Adam montonu çıkarıp pontmantyora astığında karısını tınlamadan salona doğru yürüdü.

"ATEŞ CEVAP VER YAA!!!"

Genç adam kendini şömüneye en yakın
koltuğa attığında evin sımsıcak olması ile daha çok yayılmıştı.

Buraya gelmezden önce Hilmiye herşeyi halletmesi için talimatlar vermişti.

Sinirle ile içeri giren kadına göz ucuyla baktığında yeşilleri öfke ile parlıyordu.

"Derdin ne senin? Neden geldik buraya!"

"Kendimi affettireceğim sadece bana bir kaç gün ver!" dedi kendinden emin bir sesle.

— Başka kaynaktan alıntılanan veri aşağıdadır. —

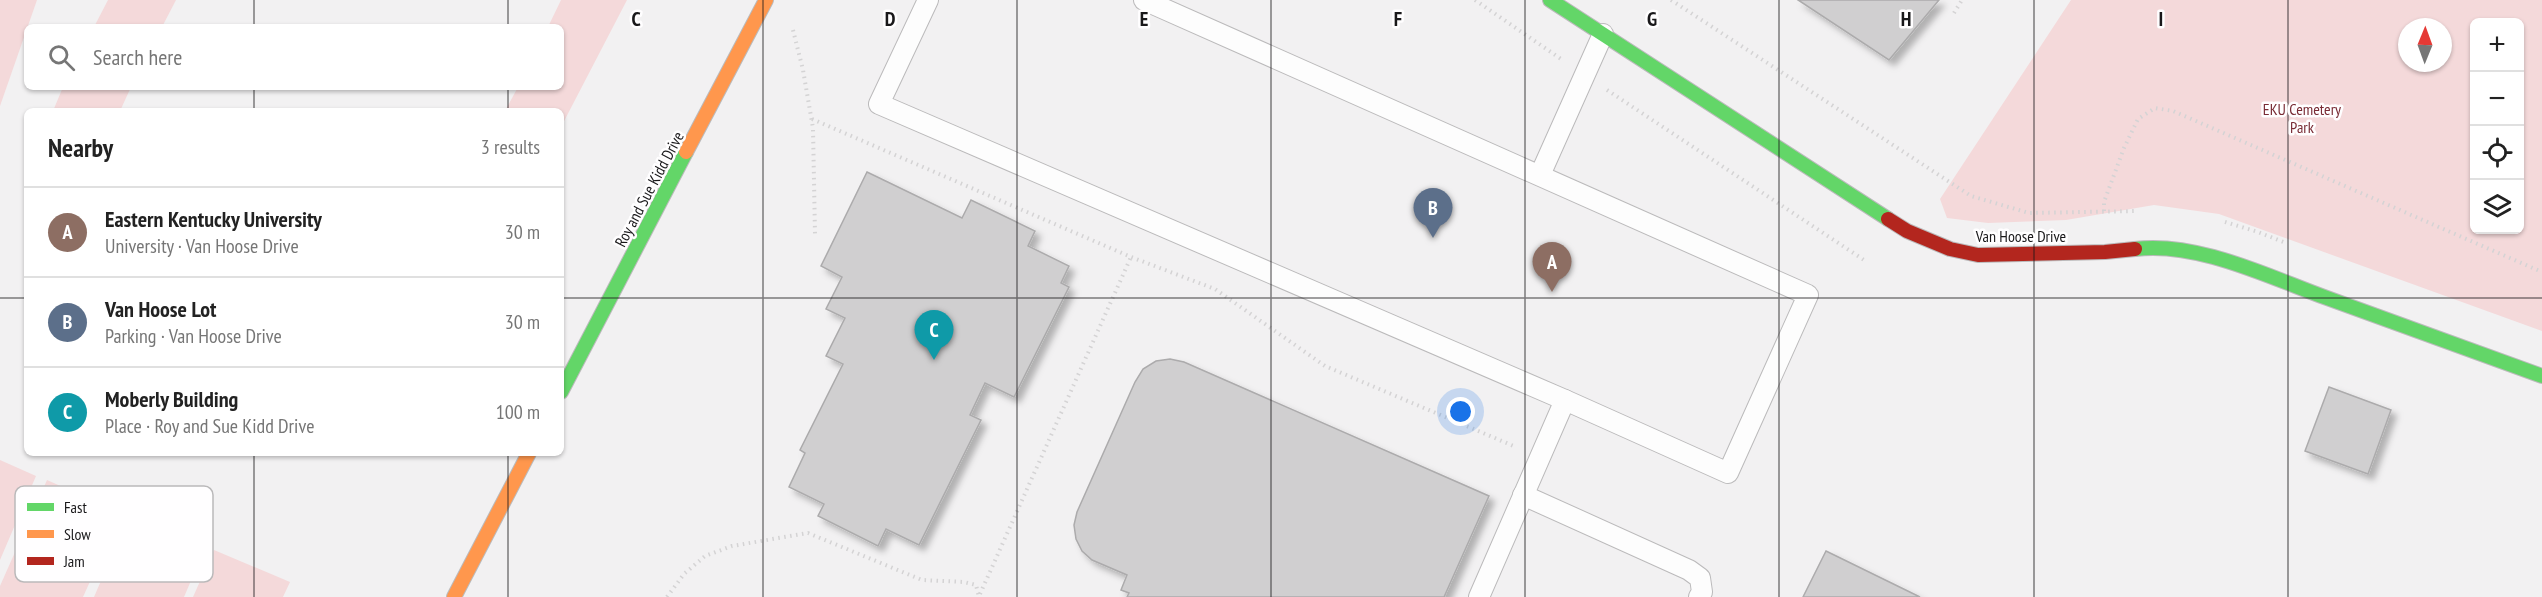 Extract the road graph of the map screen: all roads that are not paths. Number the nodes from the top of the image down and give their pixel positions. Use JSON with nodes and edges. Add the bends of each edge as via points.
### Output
{"nodes":[{"id":1,"x":766,"y":0,"type":"edge"},
{"id":2,"x":928,"y":0,"type":"edge"},
{"id":3,"x":1144,"y":0,"type":"edge"},
{"id":4,"x":1550,"y":0,"type":"edge"},
{"id":5,"x":1572,"y":6,"type":"edge"},
{"id":6,"x":1603,"y":34,"type":"junction"},
{"id":7,"x":1540,"y":175,"type":"junction"},
{"id":8,"x":2542,"y":376,"type":"edge"},
{"id":9,"x":564,"y":386,"type":"edge"},
{"id":10,"x":1565,"y":400,"type":"junction"},
{"id":11,"x":527,"y":456,"type":"edge"},
{"id":12,"x":1523,"y":495,"type":"junction"},
{"id":13,"x":454,"y":597,"type":"edge"},
{"id":14,"x":1479,"y":597,"type":"edge"},
{"id":15,"x":1699,"y":597,"type":"edge"}],
"edges":[{"from":1,"to":9,"type":"street","name":"Roy and Sue Kidd Drive"},
{"from":2,"to":10,"type":"lane","via":[[879,104]]},
{"from":3,"to":7,"type":"lane"},
{"from":4,"to":5,"type":"street","name":"Van Hoose Drive"},
{"from":5,"to":6,"type":"street","name":"Van Hoose Drive"},
{"from":6,"to":7,"type":"lane"},
{"from":6,"to":8,"type":"street","name":"Van Hoose Drive","via":[[1907,231],[1950,249],[1978,255],[2105,252],[2156,246],[2185,250]]},
{"from":7,"to":10,"type":"lane","via":[[1808,295],[1728,472]]},
{"from":10,"to":12,"type":"lane"},
{"from":11,"to":13,"type":"street"},
{"from":12,"to":14,"type":"lane"},
{"from":12,"to":15,"type":"lane","via":[[1689,570],[1700,579]]}]}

Bedenini havalandırıp Efnan'a doğru adımladı sarılmak istiyordu.

Kadın sabırsızca volta atmaya başladı.

Kıstığı gözleri kocasına tırmandığında bu adamın yüzsüzlüğüne sinir oluyordu.

Yanı başında ki sehpanın üzerinde olan küllüğü hırsla alıp var gücüyle duvara fırlattığında yankı yapan tiz sese birde inleme sesi karışmıştı.

Gözlerini Genç adama çevirdiğinde
giydiği beyaz gömlekten her saniye büyümekte olan kana ilişti bakışları.

Sabit tuttuğu zifirileri yumuşamıştı kalb'inin tam ortasında ki ince sızı kendine yer edindi.

Cam parçaları ufak ufak tanelere ayrılıp kahferengi parkenin üzerinde dans edercesine hareketlenmişti.

Dudaklarından kaçan şaşkınlık nidasının ardından kendini toplayarak kocasına doğru adımladı.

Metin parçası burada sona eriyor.